ASSIGNED TASK: Each record needs to be transcribed exactly.

RECORDS:

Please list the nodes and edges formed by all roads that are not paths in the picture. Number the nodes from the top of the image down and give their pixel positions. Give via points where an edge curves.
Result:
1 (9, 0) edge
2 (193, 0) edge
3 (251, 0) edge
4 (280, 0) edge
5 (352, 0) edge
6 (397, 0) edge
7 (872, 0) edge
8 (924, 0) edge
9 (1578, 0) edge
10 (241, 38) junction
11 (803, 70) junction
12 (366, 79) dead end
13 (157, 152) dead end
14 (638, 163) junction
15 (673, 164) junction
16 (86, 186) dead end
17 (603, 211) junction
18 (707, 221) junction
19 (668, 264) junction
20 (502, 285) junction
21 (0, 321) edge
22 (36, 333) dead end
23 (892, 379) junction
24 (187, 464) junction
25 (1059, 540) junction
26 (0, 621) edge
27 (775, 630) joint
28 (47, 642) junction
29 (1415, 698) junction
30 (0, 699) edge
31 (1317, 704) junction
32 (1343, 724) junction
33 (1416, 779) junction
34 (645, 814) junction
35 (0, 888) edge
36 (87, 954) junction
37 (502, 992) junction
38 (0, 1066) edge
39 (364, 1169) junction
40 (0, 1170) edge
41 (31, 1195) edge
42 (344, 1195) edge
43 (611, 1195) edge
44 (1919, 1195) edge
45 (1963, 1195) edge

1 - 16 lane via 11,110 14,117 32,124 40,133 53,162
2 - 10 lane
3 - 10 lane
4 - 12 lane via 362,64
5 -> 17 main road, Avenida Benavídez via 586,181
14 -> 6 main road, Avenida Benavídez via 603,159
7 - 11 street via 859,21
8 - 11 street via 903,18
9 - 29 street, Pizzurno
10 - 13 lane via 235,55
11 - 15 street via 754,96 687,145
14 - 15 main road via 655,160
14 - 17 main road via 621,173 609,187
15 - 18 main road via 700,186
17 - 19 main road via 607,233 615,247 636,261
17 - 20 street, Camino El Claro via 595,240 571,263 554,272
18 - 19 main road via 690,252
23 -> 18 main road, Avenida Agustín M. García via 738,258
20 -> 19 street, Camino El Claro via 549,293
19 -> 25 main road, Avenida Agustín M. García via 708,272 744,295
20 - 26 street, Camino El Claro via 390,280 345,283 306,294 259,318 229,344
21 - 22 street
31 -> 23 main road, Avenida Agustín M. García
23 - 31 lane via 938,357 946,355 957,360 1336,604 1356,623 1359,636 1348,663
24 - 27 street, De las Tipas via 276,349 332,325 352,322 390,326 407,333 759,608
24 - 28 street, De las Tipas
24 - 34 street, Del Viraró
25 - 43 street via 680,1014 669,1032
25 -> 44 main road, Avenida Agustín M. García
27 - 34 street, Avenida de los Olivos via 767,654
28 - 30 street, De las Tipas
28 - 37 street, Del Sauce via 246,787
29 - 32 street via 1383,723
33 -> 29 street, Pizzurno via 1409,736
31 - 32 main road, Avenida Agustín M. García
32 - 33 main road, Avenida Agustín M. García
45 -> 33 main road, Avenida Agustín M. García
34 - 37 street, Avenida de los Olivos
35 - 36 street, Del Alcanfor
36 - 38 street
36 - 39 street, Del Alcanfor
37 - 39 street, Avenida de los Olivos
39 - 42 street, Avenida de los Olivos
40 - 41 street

FINISHED EXERCISE:
Please list the nodes and edges formed by all roads that are not paths in the picture. Number the nodes from the top of the image down and give their pixel positions. Give via points where an edge curves.
Result:
1 (9, 0) edge
2 (193, 0) edge
3 (251, 0) edge
4 (280, 0) edge
5 (352, 0) edge
6 (397, 0) edge
7 (872, 0) edge
8 (924, 0) edge
9 (1578, 0) edge
10 (241, 38) junction
11 (803, 70) junction
12 (366, 79) dead end
13 (157, 152) dead end
14 (638, 163) junction
15 (673, 164) junction
16 (86, 186) dead end
17 (603, 211) junction
18 (707, 221) junction
19 (668, 264) junction
20 (502, 285) junction
21 (0, 321) edge
22 (36, 333) dead end
23 (892, 379) junction
24 (187, 464) junction
25 (1059, 540) junction
26 (0, 621) edge
27 (775, 630) joint
28 (47, 642) junction
29 (1415, 698) junction
30 (0, 699) edge
31 (1317, 704) junction
32 (1343, 724) junction
33 (1416, 779) junction
34 (645, 814) junction
35 (0, 888) edge
36 (87, 954) junction
37 (502, 992) junction
38 (0, 1066) edge
39 (364, 1169) junction
40 (0, 1170) edge
41 (31, 1195) edge
42 (344, 1195) edge
43 (611, 1195) edge
44 (1919, 1195) edge
45 (1963, 1195) edge

1 - 16 lane via 11,110 14,117 32,124 40,133 53,162
2 - 10 lane
3 - 10 lane
4 - 12 lane via 362,64
5 -> 17 main road, Avenida Benavídez via 586,181
14 -> 6 main road, Avenida Benavídez via 603,159
7 - 11 street via 859,21
8 - 11 street via 903,18
9 - 29 street, Pizzurno
10 - 13 lane via 235,55
11 - 15 street via 754,96 687,145
14 - 15 main road via 655,160
14 - 17 main road via 621,173 609,187
15 - 18 main road via 700,186
17 - 19 main road via 607,233 615,247 636,261
17 - 20 street, Camino El Claro via 595,240 571,263 554,272
18 - 19 main road via 690,252
23 -> 18 main road, Avenida Agustín M. García via 738,258
20 -> 19 street, Camino El Claro via 549,293
19 -> 25 main road, Avenida Agustín M. García via 708,272 744,295
20 - 26 street, Camino El Claro via 390,280 345,283 306,294 259,318 229,344
21 - 22 street
31 -> 23 main road, Avenida Agustín M. García
23 - 31 lane via 938,357 946,355 957,360 1336,604 1356,623 1359,636 1348,663
24 - 27 street, De las Tipas via 276,349 332,325 352,322 390,326 407,333 759,608
24 - 28 street, De las Tipas
24 - 34 street, Del Viraró
25 - 43 street via 680,1014 669,1032
25 -> 44 main road, Avenida Agustín M. García
27 - 34 street, Avenida de los Olivos via 767,654
28 - 30 street, De las Tipas
28 - 37 street, Del Sauce via 246,787
29 - 32 street via 1383,723
33 -> 29 street, Pizzurno via 1409,736
31 - 32 main road, Avenida Agustín M. García
32 - 33 main road, Avenida Agustín M. García
45 -> 33 main road, Avenida Agustín M. García
34 - 37 street, Avenida de los Olivos
35 - 36 street, Del Alcanfor
36 - 38 street
36 - 39 street, Del Alcanfor
37 - 39 street, Avenida de los Olivos
39 - 42 street, Avenida de los Olivos
40 - 41 street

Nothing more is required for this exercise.